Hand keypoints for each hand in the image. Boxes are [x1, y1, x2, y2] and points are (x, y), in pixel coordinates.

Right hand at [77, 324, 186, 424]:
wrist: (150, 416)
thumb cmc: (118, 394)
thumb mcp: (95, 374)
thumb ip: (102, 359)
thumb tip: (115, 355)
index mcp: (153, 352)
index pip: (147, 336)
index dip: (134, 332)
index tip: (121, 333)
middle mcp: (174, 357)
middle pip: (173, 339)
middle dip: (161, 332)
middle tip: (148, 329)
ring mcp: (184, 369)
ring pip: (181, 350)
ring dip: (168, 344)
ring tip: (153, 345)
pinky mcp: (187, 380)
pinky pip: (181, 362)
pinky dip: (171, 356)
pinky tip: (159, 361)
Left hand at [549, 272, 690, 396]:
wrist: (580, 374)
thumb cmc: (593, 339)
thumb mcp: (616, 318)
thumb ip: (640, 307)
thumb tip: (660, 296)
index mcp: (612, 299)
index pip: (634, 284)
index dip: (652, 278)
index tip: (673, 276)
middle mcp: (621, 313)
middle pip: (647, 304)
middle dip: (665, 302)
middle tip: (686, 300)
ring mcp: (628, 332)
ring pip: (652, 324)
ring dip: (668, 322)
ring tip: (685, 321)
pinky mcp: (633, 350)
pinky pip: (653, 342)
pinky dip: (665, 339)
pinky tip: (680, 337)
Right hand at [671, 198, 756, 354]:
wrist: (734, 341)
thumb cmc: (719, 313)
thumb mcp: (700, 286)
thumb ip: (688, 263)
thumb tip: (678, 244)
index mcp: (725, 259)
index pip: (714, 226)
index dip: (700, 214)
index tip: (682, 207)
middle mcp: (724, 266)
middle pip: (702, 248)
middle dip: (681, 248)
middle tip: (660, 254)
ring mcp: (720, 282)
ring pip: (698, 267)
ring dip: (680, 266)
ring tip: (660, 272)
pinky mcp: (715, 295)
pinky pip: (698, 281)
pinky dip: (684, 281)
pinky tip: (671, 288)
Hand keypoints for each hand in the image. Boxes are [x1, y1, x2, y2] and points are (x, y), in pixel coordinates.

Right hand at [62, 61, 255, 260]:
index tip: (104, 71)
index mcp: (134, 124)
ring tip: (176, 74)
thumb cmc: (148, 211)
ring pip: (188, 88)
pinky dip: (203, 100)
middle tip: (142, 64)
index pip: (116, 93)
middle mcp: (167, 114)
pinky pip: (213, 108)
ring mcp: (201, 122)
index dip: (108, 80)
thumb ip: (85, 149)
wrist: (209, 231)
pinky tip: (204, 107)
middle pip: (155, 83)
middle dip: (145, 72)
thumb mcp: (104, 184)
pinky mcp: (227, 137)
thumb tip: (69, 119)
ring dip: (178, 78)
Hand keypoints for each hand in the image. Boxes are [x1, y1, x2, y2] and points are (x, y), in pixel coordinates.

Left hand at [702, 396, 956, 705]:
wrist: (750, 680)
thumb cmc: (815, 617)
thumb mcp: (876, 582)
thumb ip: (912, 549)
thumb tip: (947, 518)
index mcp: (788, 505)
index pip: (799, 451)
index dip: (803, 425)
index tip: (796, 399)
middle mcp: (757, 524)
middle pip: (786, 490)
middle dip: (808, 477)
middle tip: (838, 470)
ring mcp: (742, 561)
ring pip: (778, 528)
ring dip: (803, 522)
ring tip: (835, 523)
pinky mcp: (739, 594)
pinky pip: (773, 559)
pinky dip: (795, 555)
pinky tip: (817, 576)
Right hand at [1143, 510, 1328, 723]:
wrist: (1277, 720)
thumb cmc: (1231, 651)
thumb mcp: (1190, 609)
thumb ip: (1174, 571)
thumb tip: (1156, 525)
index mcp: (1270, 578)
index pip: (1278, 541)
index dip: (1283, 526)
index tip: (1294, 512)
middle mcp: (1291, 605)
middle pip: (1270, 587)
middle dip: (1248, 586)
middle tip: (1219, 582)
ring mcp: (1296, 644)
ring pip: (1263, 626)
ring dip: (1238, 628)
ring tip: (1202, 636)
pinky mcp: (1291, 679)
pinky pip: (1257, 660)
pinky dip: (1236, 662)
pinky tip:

Task —
Each line in the entries above that includes the string "wrist" should be extracted.

Problem solution —
wrist: (150, 416)
wrist: (580, 374)
wrist: (734, 341)
wrist: (209, 231)
wrist: (750, 680)
wrist: (1277, 720)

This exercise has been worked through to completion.